Si el razonamiento de los que ponen objeciones es tan evidentemente falso, ¿por qué existen hoy tantas personas que lo creen? La credibilidad del argumento proviene de nuestra costumbre de hacer a Dios a nuestra imagen y pensar que Él y nosotros estamos a un mismo nivel. En otras palabras, sus obligaciones con nosotros y las nuestras con Él se corresponden, como si Él estuviera obligado a servirnos y a promover nuestro bienestar con el mismo altruismo con el que estamos obligados nosotros a servirlo a Él. Esto es, en realidad, pensar en Dios como si fuera un hombre, aunque uno magnífico. Si esta forma de pensar fuera cierta, entonces el hecho de que Dios busque su propia gloria en todo lo haría sin duda comparable al peor de los hombres y a Satanás en persona.

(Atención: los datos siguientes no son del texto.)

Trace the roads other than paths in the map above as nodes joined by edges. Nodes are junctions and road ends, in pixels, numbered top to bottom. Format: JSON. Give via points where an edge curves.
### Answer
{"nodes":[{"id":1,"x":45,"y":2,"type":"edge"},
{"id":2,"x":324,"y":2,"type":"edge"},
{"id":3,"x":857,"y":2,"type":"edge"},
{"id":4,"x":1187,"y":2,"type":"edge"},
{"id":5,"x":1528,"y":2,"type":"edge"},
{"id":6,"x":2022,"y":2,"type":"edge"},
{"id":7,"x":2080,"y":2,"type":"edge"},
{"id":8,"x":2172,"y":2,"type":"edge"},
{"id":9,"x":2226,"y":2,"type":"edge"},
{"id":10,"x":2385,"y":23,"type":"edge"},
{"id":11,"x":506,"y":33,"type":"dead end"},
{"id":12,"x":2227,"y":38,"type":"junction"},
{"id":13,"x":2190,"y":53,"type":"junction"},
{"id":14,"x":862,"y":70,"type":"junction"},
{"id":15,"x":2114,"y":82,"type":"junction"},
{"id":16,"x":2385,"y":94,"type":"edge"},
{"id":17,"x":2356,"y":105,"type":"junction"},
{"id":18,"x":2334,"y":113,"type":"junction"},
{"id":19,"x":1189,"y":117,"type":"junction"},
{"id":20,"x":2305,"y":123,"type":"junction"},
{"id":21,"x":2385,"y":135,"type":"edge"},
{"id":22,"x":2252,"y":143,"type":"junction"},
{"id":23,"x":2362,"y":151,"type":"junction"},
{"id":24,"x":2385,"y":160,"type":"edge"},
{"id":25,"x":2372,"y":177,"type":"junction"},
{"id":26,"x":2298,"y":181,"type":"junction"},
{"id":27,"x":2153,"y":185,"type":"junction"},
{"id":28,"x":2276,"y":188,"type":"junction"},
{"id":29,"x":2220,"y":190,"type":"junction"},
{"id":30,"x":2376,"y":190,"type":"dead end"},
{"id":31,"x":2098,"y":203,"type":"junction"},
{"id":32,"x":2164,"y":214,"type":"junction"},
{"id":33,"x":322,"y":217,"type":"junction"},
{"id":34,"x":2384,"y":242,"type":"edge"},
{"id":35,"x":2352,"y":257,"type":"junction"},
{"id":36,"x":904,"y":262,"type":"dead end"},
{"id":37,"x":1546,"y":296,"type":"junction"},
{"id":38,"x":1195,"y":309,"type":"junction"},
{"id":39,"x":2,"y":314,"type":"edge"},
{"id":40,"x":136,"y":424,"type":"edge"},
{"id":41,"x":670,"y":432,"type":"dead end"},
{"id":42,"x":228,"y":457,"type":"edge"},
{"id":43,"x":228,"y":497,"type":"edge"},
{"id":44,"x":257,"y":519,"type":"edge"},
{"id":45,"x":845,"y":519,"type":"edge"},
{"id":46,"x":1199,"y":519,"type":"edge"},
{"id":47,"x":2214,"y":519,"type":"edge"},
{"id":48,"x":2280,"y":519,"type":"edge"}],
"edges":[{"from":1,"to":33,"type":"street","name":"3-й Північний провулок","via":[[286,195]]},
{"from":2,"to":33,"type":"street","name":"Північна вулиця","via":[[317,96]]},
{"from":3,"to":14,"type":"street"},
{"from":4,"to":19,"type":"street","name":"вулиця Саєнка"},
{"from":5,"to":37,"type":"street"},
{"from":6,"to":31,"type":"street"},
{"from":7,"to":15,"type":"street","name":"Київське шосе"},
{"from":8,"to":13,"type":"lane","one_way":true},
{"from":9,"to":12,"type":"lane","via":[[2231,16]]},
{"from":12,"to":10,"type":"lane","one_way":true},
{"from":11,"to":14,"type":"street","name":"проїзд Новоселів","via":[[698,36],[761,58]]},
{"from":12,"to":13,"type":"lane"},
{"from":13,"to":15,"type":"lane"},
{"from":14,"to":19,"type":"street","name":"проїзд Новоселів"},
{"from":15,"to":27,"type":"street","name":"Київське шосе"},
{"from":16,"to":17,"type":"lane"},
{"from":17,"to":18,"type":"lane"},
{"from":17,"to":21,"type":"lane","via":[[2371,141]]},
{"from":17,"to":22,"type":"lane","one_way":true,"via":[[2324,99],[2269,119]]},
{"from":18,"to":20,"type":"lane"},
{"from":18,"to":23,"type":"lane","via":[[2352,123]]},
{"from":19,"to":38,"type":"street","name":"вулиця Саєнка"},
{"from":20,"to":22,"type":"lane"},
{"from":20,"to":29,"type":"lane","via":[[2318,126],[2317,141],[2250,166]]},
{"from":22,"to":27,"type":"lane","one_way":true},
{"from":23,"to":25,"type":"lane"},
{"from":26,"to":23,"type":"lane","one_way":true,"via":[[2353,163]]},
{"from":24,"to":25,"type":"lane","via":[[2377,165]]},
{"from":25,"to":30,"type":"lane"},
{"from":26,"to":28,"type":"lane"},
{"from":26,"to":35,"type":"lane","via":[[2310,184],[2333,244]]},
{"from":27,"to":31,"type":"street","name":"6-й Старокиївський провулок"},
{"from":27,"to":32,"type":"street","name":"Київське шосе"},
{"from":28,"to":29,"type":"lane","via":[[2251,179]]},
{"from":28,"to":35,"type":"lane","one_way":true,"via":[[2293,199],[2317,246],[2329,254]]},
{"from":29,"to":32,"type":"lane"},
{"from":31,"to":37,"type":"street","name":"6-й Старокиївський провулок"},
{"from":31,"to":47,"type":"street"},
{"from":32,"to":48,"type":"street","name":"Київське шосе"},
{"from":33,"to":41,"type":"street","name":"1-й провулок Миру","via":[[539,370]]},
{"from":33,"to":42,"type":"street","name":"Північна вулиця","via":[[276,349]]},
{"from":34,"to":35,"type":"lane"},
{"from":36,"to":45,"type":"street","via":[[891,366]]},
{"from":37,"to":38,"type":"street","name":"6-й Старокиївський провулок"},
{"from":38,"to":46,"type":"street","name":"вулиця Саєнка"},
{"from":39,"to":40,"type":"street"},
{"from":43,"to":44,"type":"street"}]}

Pero nuestro Creador no es un hombre, ni siquiera un superhombre omnipotente, y esta forma de pensar es una terrible idolatría. (Para ser idólatras no hace falta que nos hagamos una imagen esculpida que retrate a Dios como un hombre; para quebrantar el segundo mandamiento, todo lo que necesitamos es una imagen mental falsa.) No debemos por consiguiente imaginarnos que las obligaciones que nos sujetan como criaturas a Él, lo sujeten a Él como Creador a nosotros. La dependencia es una relación unilateral y posee obligaciones unilaterales. Los niños, por ejemplo, deben obedecer a sus padres, ¡y no al revés! Nuestra dependencia de nuestro Creador nos obliga a buscar su gloria sin que lo obligue a Él a buscar la nuestra. Para nosotros, glorificarlo es un deber; para Él, bendecirnos es gracia. Lo único que Dios está obligado a hacer es lo mismísimo que requiere de nosotros: glorificarse a sí mismo.
Entonces nuestra conclusión es que hablar de Dios como egocéntrico es lo inverso de la blasfemia; al contrario, el no hacerlo sería algo irreligioso. La gloria de Dios es hacer todas las cosas para sí mismo y utilizarlas como medios para su exaltación. El cristiano lúcido insistirá en esto. Insistirá también en que la gloria del hombre es tener el privilegio de funcionar como un medio para este fin. No puede existir mayor gloria para el hombre que glorificar a Dios. “El propósito principal del hombre es glorificarlo a Dios” Y cuando lo hace, el hombre halla su verdadera dignidad.